**Task instructions:**
Copy out each line of the data that includes the string "Stuttgarter".

**Stored items:**
====
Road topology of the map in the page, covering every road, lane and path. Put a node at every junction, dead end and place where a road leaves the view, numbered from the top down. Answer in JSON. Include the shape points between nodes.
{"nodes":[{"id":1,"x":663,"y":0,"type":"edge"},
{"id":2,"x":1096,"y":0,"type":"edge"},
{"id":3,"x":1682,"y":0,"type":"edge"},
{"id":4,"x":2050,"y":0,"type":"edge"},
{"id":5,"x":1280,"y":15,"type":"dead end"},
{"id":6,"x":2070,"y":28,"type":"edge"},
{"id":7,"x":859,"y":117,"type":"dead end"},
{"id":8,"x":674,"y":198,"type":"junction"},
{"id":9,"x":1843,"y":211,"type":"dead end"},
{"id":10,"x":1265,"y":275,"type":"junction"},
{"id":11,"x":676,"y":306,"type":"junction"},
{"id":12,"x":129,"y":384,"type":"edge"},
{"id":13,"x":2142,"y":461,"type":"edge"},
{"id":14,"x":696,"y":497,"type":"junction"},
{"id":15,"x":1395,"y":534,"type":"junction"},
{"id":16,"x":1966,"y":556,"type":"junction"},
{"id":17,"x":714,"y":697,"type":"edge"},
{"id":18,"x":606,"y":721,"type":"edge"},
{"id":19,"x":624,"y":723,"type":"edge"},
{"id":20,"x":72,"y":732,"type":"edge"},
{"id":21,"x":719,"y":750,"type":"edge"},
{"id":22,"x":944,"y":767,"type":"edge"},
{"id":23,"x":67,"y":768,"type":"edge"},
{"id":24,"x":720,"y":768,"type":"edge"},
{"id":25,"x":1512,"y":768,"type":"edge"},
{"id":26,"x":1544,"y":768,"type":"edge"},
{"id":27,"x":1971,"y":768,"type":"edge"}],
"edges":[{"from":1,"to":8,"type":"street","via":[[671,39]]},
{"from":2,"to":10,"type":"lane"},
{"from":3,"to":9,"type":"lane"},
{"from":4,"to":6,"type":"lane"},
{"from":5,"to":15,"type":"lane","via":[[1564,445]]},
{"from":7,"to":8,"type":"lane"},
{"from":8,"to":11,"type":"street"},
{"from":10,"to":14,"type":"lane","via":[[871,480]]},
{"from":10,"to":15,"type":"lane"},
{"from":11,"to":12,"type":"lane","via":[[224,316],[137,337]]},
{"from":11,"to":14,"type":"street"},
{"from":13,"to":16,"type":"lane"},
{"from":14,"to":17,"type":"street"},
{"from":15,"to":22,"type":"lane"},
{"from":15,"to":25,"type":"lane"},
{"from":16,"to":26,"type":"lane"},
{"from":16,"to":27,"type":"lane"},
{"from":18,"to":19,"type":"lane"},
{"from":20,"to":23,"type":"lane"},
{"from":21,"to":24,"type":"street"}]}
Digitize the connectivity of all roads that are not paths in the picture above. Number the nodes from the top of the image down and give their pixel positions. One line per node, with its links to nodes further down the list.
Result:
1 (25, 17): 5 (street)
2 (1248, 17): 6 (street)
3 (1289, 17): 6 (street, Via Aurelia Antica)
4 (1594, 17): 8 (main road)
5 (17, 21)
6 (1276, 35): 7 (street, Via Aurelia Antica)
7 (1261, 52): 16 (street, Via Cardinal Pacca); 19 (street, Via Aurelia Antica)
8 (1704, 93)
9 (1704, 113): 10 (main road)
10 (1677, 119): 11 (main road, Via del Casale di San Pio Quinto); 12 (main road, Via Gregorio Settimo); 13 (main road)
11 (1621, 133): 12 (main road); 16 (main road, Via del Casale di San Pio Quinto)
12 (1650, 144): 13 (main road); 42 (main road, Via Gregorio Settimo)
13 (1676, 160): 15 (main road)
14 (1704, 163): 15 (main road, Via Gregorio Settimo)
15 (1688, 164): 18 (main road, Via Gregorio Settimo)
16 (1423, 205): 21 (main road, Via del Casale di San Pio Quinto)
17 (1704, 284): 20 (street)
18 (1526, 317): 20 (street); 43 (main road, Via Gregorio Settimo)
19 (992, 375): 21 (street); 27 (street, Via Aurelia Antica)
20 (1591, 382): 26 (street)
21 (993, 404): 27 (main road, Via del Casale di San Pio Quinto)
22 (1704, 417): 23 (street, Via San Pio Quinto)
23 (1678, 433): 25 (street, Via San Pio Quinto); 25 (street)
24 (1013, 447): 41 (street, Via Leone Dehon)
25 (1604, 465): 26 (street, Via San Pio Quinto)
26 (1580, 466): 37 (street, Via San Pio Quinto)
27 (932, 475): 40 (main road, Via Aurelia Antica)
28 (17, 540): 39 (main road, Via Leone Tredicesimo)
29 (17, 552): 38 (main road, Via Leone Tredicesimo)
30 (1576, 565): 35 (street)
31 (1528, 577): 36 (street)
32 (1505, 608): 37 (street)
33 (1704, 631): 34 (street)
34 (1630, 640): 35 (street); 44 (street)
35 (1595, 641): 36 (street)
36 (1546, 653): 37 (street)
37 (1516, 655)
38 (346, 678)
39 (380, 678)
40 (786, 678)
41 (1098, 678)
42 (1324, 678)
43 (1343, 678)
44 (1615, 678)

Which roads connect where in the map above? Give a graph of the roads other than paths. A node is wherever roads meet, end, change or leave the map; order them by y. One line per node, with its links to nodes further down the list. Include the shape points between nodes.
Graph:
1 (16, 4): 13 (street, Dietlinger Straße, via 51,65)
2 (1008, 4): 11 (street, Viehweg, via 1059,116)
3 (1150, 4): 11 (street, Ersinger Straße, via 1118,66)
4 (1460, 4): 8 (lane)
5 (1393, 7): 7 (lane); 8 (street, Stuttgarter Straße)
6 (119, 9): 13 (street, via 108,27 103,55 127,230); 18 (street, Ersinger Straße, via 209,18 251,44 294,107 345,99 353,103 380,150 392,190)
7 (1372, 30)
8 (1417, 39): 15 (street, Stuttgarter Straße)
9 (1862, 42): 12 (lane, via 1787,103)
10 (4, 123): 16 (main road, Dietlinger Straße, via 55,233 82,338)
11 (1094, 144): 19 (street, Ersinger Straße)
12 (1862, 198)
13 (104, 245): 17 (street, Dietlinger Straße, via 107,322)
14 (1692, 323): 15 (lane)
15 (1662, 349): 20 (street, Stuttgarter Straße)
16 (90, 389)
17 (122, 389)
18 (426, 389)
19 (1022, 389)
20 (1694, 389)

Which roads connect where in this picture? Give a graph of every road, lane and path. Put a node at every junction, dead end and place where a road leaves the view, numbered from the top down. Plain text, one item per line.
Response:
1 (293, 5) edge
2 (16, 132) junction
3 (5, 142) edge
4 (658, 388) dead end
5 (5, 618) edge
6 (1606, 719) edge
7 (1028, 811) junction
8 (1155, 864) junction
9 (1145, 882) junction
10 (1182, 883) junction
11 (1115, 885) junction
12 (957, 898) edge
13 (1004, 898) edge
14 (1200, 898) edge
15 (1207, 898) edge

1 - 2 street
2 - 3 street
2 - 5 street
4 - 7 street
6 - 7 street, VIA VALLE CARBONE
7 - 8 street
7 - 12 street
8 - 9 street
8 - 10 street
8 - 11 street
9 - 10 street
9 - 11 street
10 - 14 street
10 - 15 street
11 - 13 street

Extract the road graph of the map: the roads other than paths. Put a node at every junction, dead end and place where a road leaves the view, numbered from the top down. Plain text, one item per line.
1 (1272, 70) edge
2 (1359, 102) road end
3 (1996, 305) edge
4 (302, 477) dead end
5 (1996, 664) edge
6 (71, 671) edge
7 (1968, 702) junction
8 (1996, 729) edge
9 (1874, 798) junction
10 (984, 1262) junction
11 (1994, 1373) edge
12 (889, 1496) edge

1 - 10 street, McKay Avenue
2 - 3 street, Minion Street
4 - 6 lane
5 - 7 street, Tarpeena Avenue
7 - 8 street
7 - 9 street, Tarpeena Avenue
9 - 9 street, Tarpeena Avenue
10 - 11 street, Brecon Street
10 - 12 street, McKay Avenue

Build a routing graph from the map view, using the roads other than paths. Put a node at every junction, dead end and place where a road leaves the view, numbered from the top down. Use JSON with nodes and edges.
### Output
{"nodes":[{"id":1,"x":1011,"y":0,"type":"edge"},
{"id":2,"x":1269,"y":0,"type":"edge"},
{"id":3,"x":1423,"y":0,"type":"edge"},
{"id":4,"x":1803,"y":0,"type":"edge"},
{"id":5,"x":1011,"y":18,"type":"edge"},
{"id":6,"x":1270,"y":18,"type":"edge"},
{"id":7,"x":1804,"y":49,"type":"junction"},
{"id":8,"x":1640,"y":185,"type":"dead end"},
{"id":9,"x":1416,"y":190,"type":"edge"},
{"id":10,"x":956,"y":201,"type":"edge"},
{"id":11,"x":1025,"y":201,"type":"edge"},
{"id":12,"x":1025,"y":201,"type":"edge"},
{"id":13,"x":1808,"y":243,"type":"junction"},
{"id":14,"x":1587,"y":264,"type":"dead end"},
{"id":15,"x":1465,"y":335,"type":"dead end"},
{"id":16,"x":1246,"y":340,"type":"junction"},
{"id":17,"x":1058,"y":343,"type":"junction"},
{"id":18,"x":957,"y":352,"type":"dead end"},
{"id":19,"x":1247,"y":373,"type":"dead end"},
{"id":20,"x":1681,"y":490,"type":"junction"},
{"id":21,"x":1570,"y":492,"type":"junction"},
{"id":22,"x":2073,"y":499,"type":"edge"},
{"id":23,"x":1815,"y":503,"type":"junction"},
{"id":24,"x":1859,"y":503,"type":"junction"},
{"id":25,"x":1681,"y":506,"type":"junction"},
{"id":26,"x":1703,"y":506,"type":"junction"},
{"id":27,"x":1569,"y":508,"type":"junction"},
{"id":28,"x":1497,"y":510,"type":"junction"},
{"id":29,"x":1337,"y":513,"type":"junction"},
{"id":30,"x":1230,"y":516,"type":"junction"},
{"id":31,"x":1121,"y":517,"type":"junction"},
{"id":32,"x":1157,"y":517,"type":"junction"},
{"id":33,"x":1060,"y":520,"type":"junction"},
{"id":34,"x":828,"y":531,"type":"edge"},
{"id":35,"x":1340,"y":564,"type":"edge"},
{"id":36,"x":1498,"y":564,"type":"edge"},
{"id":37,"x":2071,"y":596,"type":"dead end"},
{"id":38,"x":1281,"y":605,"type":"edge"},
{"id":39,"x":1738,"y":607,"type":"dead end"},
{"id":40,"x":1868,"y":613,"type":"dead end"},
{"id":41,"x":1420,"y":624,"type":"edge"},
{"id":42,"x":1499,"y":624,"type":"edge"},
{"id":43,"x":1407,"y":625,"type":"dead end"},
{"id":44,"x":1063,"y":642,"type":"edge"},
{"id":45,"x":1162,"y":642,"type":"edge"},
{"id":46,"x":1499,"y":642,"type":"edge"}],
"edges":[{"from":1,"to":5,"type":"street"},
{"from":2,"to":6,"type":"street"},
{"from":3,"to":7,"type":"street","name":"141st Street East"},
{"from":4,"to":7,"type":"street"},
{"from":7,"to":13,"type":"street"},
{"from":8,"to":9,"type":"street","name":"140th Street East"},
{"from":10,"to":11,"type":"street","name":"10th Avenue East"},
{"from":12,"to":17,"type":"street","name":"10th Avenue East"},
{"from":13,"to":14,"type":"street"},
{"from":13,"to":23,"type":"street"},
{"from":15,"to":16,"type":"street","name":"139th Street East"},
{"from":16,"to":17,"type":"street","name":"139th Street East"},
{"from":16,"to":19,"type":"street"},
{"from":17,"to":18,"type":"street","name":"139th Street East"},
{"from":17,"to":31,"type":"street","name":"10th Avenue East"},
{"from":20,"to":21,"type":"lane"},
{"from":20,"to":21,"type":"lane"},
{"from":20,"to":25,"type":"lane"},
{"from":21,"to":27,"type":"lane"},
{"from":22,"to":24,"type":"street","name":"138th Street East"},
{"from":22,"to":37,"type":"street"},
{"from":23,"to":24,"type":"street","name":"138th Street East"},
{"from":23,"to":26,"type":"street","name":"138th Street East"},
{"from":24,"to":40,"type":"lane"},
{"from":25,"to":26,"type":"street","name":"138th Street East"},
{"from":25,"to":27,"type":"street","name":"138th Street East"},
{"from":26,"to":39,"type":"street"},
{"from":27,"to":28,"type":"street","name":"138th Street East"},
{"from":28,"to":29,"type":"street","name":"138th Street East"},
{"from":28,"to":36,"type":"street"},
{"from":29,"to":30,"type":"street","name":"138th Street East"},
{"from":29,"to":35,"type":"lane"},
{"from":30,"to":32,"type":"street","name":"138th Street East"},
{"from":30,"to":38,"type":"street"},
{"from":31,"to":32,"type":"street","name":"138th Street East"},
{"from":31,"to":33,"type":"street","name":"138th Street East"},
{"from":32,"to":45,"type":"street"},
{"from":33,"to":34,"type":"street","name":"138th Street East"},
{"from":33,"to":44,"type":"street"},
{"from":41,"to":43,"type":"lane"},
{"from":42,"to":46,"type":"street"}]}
====
**Solution to this exercise:**
5 (1393, 7): 7 (lane); 8 (street, Stuttgarter Straße)
8 (1417, 39): 15 (street, Stuttgarter Straße)
15 (1662, 349): 20 (street, Stuttgarter Straße)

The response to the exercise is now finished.